Workers will have to rely on government compensation after Opel slashed hours at its historic German plant. Production will be cut massively next year.
Workers at the Opel factory in Germany's Rüsselsheim will be working reduced hours, the auto manufacturer confirmed on Tuesday.
The reduced hours for about 2,600 employees of the long-struggling company will last at least six months. There will be some government compensation for affected workers, including partial, untaxed pay from unemployment insurance.
"This step serves to create a socially acceptable bridge solution," the company said.
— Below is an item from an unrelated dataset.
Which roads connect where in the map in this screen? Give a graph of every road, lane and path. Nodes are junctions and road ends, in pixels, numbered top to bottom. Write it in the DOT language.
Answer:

The Rüsselsheim plant is Opel's biggest and oldest manufacturing plants, operating since 1898. The production run for the Zafira model at the plant has just ended and sales for the Insignia limousine, also built at the plant, have been weak.
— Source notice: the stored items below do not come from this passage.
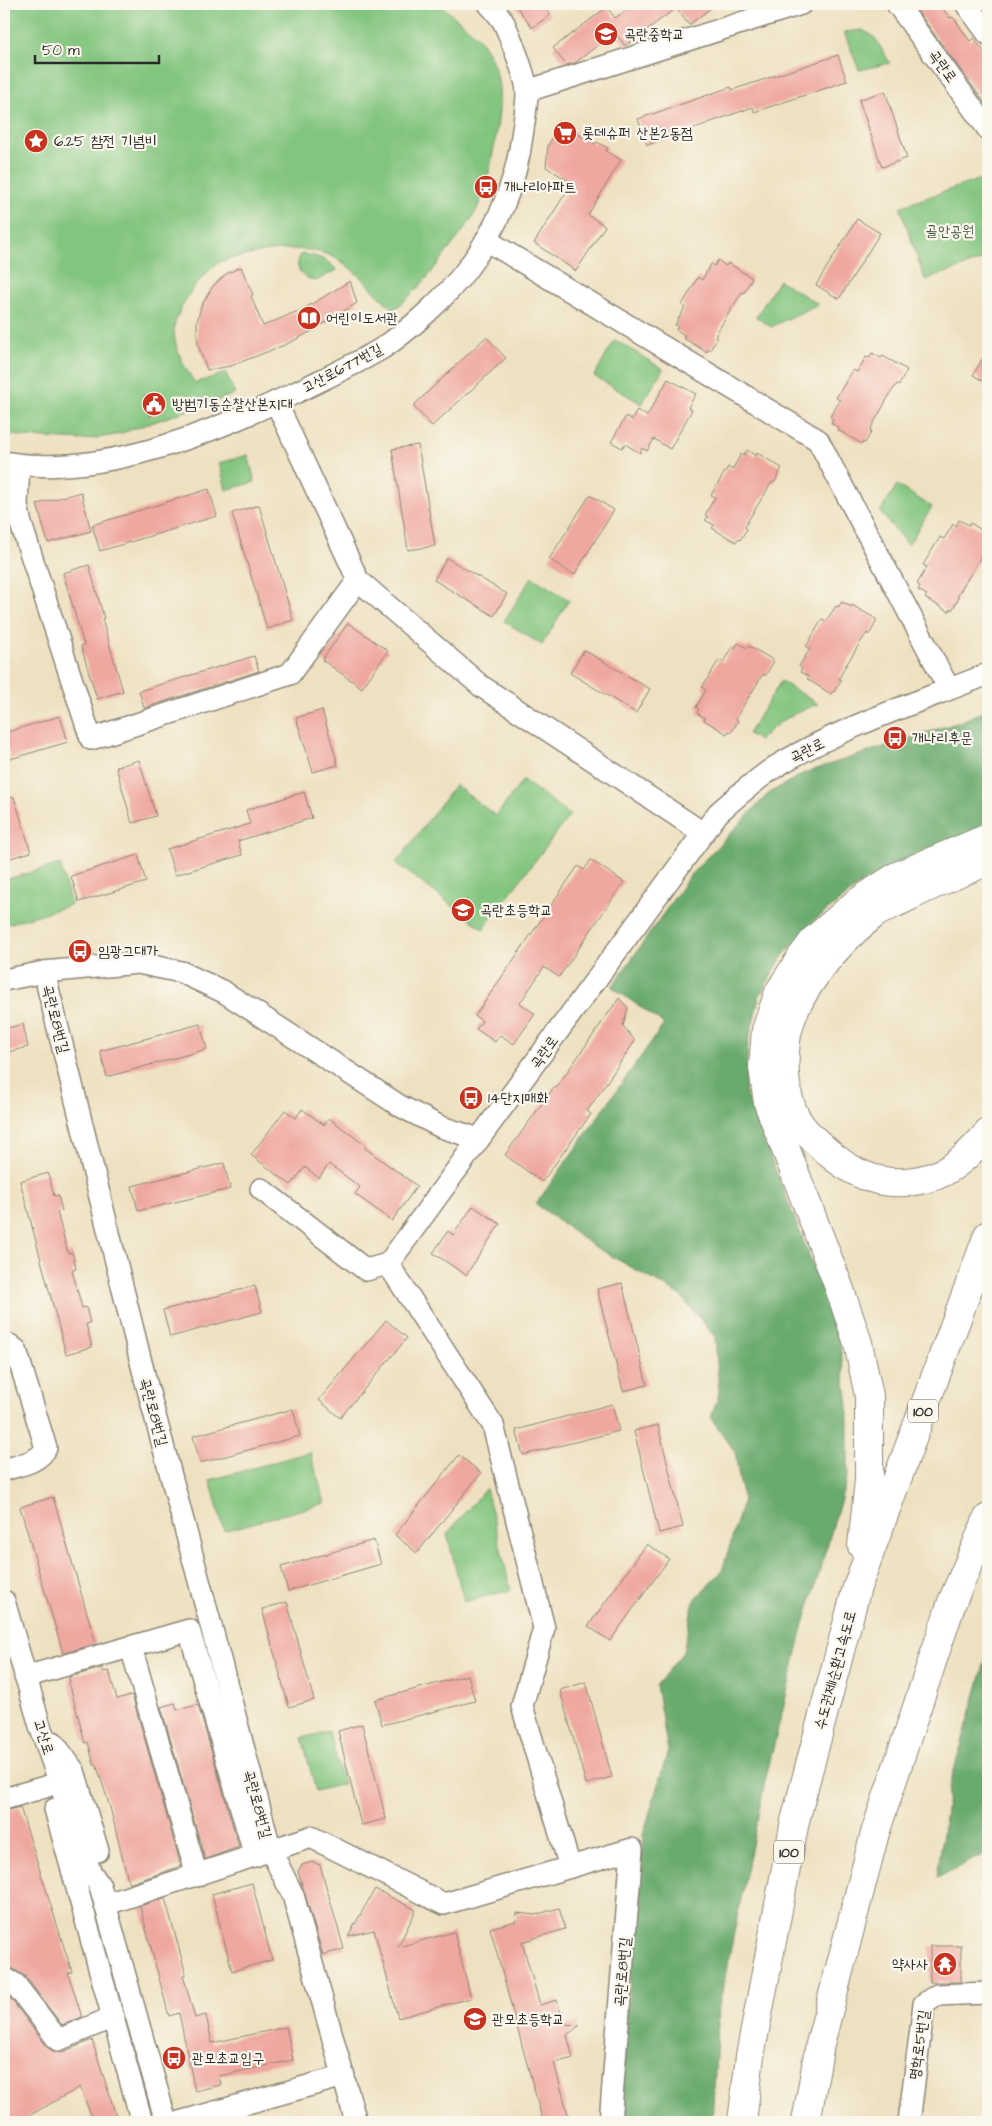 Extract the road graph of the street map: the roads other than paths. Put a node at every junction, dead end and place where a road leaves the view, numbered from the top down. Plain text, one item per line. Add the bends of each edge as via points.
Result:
1 (489, 4) edge
2 (801, 4) edge
3 (897, 4) edge
4 (966, 4) edge
5 (988, 34) edge
6 (527, 91) junction
7 (988, 128) edge
8 (486, 240) junction
9 (276, 402) junction
10 (12, 463) edge
11 (358, 580) junction
12 (988, 674) edge
13 (949, 690) junction
14 (703, 833) junction
15 (988, 838) edge
16 (988, 861) edge
17 (44, 972) junction
18 (4, 980) edge
19 (988, 1133) edge
20 (479, 1139) junction
21 (261, 1190) dead end
22 (988, 1236) edge
23 (388, 1264) junction
24 (4, 1344) edge
25 (4, 1470) edge
26 (988, 1518) edge
27 (857, 1587) junction
28 (5, 1614) edge
29 (131, 1647) junction
30 (25, 1677) junction
31 (40, 1726) junction
32 (48, 1786) junction
33 (4, 1798) edge
34 (263, 1853) junction
35 (570, 1867) junction
36 (90, 1871) junction
37 (197, 1876) junction
38 (113, 1902) junction
39 (4, 1978) edge
40 (988, 1993) edge
41 (114, 2017) junction
42 (344, 2076) junction
43 (142, 2122) edge
44 (154, 2122) edge
45 (166, 2122) edge
46 (179, 2122) edge
47 (356, 2122) edge
48 (610, 2122) edge
49 (742, 2122) edge
50 (806, 2122) edge
51 (908, 2122) edge

1 - 6 street, 고산로677번길 via 503,23
2 - 6 street
3 - 7 street, 곡란로
4 - 5 street
6 - 8 street, 고산로677번길 via 519,160 502,209
8 - 9 street, 고산로677번길 via 466,270 404,332 381,348
8 - 13 street via 818,440
9 - 10 street, 고산로677번길 via 237,421 122,457 78,464
9 - 11 street
10 - 11 street via 21,524 92,738 290,674
11 - 14 street via 481,686
12 - 13 street, 곡란로
13 - 14 street, 곡란로 via 885,714 775,767 718,813
14 - 20 street, 곡란로
15 - 27 highway via 896,876 855,904 815,939 800,959 779,992 766,1030 762,1067 768,1103 839,1287 858,1343 869,1396 869,1480
16 - 19 highway via 873,914 840,943 797,1002 786,1040 786,1086 797,1119 816,1142 838,1162 866,1178 897,1183 929,1178 955,1166
17 - 18 street
17 - 20 street via 138,963 182,972 224,992 400,1106 441,1127
17 - 34 street, 곡란로8번길
20 - 23 street, 곡란로
21 - 23 street via 366,1270
22 - 27 highway, 수도권제1순환고속도로 / 100
23 - 35 street via 493,1425 544,1628 522,1706
24 - 25 street via 16,1350 46,1448 36,1459
26 - 50 highway via 952,1602 875,1833 820,2044
27 - 49 highway, 수도권제1순환고속도로 / 100 via 795,1821 750,2056
28 - 30 street, 고산로
29 - 30 street
29 - 34 street via 189,1630
29 - 37 street
30 - 31 street, 고산로
31 - 32 street
31 - 36 street, 고산로
31 - 38 street via 74,1771
32 - 33 street
32 - 41 street
34 - 35 street, 곡란로8번길 via 311,1837 444,1904
34 - 37 street
34 - 42 street, 곡란로8번길 via 293,1895
35 - 48 street, 곡란로8번길 via 632,1849
36 - 44 street via 90,1890
36 - 45 street via 100,1886
37 - 38 street
38 - 46 street
39 - 41 street via 15,1984 58,2040
40 - 51 street, 명학로5번길 via 937,1995 924,2004
41 - 43 street
42 - 46 street
42 - 47 street, 곡란로8번길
According to internal forecasts, only 42,000 cars will be built at the plant next year — about a third of what was produced in 2018. Theoretically, around 180,000 cars are possible at full capacity.
In June, French parent company PSA announced it would move Astra production from Poland to Rüsselsheim at the end of 2021, a move the company said would secure the future of the plant.
The firm employs about 16,500 people in Germany. German workers are reportedly safe from redundancy until 2023. Instead, Opel has launched extensive severance, part-time and early retirement programs.
Opel is restructuring its business with job cuts and movement of jobs to French firm Segula. It faces headwinds in the event of a no-deal Brexit, through its British arm Vauxhall. Meanwhile, the car industry in general is facing a downturn, due to shrinking global sales and tougher emissions limits.
German car production dropped 11% year-on-year between January and August, data from auto association VDA showed.